## [Task to complete]
Restate word for word the lines that begin the listing and end with the line holding "2px #afb4bd) drop-shadow(0".

════════

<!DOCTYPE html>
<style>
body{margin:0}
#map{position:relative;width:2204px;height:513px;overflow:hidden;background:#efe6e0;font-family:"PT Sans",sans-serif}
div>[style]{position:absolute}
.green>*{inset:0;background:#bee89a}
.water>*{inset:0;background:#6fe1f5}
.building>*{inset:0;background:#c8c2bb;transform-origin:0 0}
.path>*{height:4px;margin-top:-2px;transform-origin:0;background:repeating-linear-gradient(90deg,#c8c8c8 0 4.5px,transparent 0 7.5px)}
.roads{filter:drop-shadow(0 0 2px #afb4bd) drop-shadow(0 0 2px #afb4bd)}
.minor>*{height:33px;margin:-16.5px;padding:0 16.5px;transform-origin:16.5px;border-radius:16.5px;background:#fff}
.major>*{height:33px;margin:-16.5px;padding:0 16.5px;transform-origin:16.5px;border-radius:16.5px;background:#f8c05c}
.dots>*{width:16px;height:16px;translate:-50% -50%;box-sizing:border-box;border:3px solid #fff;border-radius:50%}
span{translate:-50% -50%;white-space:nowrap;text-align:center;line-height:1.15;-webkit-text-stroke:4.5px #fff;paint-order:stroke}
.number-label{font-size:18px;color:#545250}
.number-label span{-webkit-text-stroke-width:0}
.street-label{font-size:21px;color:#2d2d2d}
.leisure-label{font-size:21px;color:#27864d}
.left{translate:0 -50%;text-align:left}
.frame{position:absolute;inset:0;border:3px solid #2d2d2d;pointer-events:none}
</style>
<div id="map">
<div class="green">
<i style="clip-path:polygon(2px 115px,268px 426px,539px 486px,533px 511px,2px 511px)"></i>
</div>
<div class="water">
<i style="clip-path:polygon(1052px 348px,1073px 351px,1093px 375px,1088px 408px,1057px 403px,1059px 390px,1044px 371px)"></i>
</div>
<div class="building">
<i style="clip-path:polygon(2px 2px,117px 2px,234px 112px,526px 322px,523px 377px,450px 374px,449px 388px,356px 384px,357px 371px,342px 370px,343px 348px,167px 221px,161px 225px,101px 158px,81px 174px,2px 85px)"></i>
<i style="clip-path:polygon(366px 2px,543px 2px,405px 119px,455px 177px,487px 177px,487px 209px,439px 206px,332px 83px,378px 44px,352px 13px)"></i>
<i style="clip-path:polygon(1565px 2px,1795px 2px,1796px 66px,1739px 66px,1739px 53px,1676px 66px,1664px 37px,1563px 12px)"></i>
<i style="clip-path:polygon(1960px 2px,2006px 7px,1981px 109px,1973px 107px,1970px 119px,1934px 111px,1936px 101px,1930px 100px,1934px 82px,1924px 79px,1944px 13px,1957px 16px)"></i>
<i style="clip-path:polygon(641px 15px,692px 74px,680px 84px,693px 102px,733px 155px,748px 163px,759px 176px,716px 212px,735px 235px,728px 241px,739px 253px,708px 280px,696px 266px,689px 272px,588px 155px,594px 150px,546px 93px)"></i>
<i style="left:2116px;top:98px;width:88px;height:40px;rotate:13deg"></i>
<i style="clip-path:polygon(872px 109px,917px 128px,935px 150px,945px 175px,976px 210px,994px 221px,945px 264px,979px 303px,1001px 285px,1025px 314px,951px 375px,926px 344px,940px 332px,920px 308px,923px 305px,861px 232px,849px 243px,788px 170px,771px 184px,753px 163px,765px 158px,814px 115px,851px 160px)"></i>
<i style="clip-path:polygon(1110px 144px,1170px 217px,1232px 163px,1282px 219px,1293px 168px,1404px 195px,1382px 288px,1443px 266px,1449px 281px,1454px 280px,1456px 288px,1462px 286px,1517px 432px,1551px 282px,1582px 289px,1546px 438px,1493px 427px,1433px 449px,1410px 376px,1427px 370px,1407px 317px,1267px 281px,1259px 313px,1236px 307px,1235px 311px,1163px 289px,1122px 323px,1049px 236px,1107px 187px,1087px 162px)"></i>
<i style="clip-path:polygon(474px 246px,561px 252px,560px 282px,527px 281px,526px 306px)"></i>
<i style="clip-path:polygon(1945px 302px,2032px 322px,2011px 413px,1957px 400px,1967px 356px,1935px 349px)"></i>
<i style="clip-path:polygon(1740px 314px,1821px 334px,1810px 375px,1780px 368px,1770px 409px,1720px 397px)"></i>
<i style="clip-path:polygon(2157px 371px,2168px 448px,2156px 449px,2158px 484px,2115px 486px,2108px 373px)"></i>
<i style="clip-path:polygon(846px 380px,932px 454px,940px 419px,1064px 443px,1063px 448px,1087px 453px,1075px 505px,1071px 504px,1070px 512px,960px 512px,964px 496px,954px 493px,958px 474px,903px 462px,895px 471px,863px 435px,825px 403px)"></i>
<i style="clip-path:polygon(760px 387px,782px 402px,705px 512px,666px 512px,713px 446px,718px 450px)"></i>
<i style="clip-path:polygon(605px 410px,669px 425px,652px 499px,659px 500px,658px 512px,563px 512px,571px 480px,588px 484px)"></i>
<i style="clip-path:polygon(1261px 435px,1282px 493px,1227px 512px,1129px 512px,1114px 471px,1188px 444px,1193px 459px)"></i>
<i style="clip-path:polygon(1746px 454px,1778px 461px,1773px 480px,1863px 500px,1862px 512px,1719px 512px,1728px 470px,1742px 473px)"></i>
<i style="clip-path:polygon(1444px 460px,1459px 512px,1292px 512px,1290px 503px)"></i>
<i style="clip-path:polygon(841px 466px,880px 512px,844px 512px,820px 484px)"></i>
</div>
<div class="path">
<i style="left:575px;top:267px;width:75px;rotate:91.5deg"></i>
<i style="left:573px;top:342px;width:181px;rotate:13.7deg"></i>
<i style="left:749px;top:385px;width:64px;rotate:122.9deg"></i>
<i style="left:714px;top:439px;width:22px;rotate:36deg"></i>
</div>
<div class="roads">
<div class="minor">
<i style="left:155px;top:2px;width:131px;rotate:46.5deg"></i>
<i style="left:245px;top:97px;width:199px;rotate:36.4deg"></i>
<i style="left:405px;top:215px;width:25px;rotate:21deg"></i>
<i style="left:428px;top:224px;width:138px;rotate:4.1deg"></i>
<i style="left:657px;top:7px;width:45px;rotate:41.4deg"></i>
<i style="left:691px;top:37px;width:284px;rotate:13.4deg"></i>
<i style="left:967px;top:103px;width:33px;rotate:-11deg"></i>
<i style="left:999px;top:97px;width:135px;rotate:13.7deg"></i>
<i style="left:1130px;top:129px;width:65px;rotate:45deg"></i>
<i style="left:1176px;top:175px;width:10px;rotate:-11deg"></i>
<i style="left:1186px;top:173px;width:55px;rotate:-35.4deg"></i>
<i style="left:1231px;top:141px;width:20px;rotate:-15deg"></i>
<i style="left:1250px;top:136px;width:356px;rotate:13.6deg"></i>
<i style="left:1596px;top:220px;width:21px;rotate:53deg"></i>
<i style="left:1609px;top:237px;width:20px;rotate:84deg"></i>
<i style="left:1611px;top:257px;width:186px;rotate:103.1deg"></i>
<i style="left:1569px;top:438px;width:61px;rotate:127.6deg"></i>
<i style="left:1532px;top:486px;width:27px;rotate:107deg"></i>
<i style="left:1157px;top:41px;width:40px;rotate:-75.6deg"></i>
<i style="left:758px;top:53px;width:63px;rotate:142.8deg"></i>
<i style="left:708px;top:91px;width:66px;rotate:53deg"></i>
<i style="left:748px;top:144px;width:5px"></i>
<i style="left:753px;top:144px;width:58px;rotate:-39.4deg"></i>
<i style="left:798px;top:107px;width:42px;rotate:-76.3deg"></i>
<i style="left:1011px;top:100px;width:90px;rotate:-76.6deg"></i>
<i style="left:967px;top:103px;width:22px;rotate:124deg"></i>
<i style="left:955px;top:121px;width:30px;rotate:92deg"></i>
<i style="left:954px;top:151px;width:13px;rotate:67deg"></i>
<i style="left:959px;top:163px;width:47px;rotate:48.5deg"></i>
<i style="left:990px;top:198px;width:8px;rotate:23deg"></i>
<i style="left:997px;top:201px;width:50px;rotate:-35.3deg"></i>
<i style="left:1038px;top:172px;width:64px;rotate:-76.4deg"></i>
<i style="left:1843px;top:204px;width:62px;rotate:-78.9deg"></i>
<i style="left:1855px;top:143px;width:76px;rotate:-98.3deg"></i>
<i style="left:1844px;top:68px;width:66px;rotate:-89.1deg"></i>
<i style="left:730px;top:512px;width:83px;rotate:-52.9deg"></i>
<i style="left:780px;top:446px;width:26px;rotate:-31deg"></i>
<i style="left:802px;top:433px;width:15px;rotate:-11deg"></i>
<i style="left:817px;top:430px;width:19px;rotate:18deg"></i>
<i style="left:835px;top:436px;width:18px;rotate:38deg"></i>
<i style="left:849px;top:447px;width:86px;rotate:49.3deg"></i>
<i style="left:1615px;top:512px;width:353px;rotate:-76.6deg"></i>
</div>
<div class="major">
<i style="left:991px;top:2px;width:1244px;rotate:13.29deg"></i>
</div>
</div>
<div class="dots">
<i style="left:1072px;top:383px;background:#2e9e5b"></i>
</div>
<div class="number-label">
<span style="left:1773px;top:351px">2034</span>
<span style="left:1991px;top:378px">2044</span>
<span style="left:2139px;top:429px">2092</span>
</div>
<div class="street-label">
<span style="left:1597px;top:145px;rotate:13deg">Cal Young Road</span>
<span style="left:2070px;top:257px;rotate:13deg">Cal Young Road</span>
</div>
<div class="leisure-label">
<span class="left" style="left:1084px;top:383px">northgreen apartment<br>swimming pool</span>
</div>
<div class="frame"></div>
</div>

════════

## [Answer to this problem]
<!DOCTYPE html>
<style>
body{margin:0}
#map{position:relative;width:2204px;height:513px;overflow:hidden;background:#efe6e0;font-family:"PT Sans",sans-serif}
div>[style]{position:absolute}
.green>*{inset:0;background:#bee89a}
.water>*{inset:0;background:#6fe1f5}
.building>*{inset:0;background:#c8c2bb;transform-origin:0 0}
.path>*{height:4px;margin-top:-2px;transform-origin:0;background:repeating-linear-gradient(90deg,#c8c8c8 0 4.5px,transparent 0 7.5px)}
.roads{filter:drop-shadow(0 0 2px #afb4bd) drop-shadow(0 0 2px #afb4bd)}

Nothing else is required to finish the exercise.